Reference this post , on me inspecting it was merely the battery terminals shorting out on the casing (over sized physically battery) cable had welded to case and melted cable ( wife alerted me by phone on initial prompt of fire , whilst taking hay out to the field ) with this now in hand , can anyone confirm correct battery reference please


----------



## sixbales (May 18, 2011)

Howdy Dog-and-Tractor,

Ford tractors have a long history of fires. In fact, if you look at Fords in a tractor salvage yard, there is usually one or more badly rusted from fire damage. 

Were you with the tractor when it caught fire?? If so, you were fortunate.
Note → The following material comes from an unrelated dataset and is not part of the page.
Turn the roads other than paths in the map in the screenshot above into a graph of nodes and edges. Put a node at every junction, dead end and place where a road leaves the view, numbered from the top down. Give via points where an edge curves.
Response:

From your description, sounds like your battery (hot) cable insulation wore through and short-circuited to ground. 

My Ford 3600 diesel had a fire 20+ years ago, and suffered moderate damage. I repaired it myself, and had the front end bead blasted/repainted. I installed a battery disconnect switch which I use religiously to this day. 

The tractor was stored in my neighbors metal shed, with a gravel/dirt floor . It was parked in gear. Brakes were not set. Kill rod was out, so it would not start. It apparently started cranking forward all by itself and pushed the shed wall out about one foot. Bent the wall beam and sheet metal. Then the rear wheels dug divots in the floor. Apparently kept on cranking.
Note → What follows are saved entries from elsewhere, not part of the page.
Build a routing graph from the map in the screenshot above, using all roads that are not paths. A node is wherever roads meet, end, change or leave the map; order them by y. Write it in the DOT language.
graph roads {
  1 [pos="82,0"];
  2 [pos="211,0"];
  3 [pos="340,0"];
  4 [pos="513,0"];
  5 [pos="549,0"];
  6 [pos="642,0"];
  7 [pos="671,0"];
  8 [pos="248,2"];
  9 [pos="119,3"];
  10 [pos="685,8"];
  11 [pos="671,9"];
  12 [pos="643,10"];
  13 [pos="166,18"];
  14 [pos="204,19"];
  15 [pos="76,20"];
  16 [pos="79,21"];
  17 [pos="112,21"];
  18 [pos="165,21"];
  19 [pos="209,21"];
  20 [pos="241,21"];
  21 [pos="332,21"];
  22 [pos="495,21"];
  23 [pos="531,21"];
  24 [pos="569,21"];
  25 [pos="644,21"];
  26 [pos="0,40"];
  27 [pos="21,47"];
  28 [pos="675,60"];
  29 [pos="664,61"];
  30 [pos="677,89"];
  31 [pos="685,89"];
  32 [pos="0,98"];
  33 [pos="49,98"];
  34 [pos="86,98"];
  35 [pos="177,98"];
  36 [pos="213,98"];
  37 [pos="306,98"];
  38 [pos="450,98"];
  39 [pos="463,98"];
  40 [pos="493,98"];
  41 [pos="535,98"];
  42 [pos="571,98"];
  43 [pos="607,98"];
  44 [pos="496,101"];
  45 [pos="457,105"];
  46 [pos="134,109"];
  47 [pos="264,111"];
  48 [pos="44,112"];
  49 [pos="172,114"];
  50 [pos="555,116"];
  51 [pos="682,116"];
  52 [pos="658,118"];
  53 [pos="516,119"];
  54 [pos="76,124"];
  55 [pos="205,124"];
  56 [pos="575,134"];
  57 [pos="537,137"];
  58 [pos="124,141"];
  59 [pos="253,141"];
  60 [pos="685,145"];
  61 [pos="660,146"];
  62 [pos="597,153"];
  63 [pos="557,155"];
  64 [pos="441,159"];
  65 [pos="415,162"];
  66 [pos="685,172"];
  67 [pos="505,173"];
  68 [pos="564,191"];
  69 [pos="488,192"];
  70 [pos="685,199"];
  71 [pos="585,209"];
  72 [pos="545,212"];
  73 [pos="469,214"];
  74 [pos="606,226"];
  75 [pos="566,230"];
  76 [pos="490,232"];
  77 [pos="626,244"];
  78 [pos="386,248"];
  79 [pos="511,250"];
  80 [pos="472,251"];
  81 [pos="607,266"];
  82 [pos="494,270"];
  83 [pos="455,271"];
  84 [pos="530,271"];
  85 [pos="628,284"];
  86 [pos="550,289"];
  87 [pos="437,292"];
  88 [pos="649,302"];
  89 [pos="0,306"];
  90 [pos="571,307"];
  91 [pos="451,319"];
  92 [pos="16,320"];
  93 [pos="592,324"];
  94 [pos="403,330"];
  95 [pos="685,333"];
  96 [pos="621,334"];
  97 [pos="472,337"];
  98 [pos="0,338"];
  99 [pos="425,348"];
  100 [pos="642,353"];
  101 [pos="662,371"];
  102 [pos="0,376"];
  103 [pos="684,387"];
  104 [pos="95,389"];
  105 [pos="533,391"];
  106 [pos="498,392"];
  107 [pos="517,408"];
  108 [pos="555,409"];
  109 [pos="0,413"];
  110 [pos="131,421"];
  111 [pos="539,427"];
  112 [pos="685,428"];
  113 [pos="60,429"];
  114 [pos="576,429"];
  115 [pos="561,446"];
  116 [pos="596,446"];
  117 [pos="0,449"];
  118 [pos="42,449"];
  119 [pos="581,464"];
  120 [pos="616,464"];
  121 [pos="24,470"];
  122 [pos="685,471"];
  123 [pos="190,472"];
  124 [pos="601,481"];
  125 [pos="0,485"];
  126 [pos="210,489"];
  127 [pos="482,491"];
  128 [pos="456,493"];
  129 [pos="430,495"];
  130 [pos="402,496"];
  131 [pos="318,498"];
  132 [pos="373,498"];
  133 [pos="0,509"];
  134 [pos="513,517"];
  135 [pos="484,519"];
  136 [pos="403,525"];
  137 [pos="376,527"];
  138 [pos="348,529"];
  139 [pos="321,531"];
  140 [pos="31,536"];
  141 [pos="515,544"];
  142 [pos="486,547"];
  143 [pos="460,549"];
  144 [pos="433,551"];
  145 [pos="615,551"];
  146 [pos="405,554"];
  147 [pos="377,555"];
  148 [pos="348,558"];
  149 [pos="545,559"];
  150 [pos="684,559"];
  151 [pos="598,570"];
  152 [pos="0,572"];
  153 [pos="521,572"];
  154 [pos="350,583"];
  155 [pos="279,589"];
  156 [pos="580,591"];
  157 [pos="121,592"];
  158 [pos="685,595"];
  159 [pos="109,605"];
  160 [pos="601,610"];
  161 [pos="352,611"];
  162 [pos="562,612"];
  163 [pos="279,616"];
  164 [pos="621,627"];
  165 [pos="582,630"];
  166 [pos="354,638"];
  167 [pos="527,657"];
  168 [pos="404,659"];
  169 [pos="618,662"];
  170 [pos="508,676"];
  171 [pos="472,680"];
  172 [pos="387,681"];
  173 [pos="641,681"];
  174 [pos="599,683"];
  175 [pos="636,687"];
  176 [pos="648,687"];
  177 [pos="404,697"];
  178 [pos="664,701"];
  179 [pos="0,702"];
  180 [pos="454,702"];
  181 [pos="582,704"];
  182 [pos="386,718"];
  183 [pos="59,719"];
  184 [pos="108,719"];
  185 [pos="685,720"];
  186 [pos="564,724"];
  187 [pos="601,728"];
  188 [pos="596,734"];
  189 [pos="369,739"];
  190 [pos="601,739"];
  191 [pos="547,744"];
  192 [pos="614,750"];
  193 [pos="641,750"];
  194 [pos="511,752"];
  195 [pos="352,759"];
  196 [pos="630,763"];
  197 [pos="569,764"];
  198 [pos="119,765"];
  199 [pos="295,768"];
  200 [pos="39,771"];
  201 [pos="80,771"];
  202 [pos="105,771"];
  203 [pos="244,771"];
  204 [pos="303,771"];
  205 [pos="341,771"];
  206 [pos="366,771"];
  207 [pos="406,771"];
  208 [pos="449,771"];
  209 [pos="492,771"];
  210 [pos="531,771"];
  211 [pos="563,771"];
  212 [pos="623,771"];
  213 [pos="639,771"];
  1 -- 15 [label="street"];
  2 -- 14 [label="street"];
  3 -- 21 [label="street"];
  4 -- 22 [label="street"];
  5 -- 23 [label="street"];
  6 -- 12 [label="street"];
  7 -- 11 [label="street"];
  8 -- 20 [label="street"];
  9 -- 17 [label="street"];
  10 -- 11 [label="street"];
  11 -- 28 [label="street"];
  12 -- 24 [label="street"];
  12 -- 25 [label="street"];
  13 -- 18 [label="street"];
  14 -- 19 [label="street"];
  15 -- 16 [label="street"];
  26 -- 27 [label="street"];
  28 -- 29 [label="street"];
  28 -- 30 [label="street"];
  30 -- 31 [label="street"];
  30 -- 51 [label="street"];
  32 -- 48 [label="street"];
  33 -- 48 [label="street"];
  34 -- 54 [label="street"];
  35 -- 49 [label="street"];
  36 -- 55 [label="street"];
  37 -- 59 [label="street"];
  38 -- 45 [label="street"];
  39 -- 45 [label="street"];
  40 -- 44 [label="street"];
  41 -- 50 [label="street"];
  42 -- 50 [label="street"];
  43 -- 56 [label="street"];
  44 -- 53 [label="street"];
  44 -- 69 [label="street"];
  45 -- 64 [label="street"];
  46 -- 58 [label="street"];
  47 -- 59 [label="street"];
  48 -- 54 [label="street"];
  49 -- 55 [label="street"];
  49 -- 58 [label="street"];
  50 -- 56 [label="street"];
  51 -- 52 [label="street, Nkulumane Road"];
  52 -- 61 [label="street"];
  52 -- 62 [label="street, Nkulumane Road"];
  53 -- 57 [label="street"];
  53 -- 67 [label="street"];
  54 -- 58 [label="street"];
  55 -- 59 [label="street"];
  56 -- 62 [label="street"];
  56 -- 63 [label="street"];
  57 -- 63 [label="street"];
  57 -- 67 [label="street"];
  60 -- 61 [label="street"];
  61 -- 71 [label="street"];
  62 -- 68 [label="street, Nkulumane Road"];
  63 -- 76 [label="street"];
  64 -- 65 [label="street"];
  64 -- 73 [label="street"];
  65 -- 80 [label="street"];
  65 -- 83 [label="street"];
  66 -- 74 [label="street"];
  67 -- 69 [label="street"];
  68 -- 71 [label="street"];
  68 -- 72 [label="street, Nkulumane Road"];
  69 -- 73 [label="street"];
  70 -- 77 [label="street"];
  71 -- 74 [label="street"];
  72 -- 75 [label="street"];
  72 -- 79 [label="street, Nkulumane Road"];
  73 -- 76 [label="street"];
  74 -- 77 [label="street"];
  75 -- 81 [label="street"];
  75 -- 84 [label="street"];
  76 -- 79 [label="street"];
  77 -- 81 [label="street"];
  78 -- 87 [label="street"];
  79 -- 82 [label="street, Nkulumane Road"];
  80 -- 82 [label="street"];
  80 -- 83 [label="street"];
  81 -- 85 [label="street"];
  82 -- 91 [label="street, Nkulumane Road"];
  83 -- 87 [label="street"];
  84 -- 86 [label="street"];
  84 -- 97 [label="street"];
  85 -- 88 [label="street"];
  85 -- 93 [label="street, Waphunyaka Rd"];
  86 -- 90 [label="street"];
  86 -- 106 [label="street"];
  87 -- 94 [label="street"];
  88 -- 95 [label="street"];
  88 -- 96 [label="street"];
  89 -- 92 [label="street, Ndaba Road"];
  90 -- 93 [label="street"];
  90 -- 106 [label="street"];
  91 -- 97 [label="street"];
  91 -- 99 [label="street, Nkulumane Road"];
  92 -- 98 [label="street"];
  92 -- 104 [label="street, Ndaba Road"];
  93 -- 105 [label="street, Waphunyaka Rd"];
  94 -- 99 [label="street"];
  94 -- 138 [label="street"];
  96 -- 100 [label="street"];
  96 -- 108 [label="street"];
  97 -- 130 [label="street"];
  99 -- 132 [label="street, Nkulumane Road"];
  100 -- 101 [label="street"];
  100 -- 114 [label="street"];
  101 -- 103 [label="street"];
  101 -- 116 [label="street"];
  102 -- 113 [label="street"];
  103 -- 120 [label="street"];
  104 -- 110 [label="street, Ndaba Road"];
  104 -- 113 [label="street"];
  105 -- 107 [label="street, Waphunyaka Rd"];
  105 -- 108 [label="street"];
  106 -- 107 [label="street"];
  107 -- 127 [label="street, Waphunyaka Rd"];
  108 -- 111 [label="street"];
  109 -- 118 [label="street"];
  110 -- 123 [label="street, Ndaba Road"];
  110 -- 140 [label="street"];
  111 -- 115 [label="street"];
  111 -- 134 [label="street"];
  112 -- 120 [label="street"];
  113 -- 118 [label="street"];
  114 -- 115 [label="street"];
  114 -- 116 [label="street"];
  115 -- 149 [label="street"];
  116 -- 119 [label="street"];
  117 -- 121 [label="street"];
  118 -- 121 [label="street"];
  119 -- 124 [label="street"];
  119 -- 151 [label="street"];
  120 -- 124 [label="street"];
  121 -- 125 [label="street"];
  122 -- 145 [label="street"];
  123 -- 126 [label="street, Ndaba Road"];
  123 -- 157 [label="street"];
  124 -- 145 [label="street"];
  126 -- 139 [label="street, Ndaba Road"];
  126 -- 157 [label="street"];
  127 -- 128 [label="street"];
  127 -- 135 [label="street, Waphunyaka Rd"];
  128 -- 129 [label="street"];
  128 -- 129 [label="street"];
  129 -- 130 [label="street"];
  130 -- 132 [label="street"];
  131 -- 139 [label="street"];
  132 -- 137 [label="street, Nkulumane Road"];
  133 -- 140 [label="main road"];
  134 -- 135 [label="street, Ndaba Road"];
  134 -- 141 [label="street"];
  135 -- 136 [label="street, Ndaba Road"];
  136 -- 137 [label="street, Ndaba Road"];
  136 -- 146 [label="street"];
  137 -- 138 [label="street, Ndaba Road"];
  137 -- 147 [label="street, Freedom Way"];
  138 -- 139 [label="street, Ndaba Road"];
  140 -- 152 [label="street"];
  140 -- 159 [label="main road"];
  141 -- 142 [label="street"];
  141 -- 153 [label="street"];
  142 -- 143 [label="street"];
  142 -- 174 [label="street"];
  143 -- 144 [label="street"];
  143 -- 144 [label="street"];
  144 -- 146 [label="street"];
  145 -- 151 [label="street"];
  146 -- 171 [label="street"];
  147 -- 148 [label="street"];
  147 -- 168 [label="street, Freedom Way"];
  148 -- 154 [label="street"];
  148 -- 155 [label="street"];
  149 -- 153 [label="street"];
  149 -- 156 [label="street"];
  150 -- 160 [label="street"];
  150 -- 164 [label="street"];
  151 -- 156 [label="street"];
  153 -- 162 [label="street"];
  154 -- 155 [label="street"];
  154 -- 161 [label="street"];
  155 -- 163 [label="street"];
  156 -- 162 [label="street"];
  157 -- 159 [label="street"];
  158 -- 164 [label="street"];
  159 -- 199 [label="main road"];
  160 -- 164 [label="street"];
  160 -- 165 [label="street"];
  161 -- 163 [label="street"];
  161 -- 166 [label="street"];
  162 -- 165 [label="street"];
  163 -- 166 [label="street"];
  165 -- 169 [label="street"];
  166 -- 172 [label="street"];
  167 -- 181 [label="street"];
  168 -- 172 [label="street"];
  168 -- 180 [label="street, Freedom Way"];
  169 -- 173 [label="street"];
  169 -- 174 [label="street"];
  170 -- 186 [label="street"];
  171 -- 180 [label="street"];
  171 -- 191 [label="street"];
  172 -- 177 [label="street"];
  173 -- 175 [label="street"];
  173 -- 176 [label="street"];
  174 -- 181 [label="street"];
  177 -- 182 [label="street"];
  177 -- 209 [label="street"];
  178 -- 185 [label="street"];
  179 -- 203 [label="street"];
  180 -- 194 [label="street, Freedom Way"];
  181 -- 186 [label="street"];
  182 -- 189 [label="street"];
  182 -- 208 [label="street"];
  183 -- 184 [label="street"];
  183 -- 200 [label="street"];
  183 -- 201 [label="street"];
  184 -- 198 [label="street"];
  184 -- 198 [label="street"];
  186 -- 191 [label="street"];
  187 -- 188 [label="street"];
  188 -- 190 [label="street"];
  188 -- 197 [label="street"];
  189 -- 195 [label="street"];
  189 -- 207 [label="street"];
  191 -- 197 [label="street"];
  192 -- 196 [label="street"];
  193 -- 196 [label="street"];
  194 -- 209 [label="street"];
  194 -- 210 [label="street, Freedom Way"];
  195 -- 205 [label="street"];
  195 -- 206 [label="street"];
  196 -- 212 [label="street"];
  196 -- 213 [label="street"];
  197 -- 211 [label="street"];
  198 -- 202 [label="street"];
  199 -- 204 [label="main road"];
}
The diesel fuel tank had plastic fuel lines that burned and then diesel fueled the fire. 

I replaced all the damaged metal on my neighbor's shed (did a first class job). The worst thing was the interior was covered with black smut that a pressure washer wouldn't remove. Hand scrubbed the interior of the shed with comet on a wash cloth. Lot of work, but it turn out well.


----------



## Harvey_W (Nov 23, 2013)

See attached diagrams. The diesel battery size is a 4DLT (big heavy battery). Gas engine takes a size 17TF battery.


----------



## dog-and-tractor (May 16, 2013)

Hi Sixbales , I'm lucky to say not had that bad an experience with it . It's kept in a large barn . I keep it going and in sound body work , the wife's uses it more than me for harrowing horse paddocks and moving hay , that's when this fire happened , but simple case of battery terminal earthing . Time to invest in correct matched battery . To Harvey W many thanks for the link and information , it is a 2600 cc diesel (Belgium made model) and can buy the correct one . Many thanks all


----------



## bstrang4 (Apr 12, 2011)

I was a Ford tractor mechanic for several years and fires were quite common. The wiring harness goes across the top of the fuel tank and will abraid and short out very easily. When replacing or repairing the harness the use of split flexible wiring protector casing will reduce the chance of this happening in the future. Hope this helps.


----------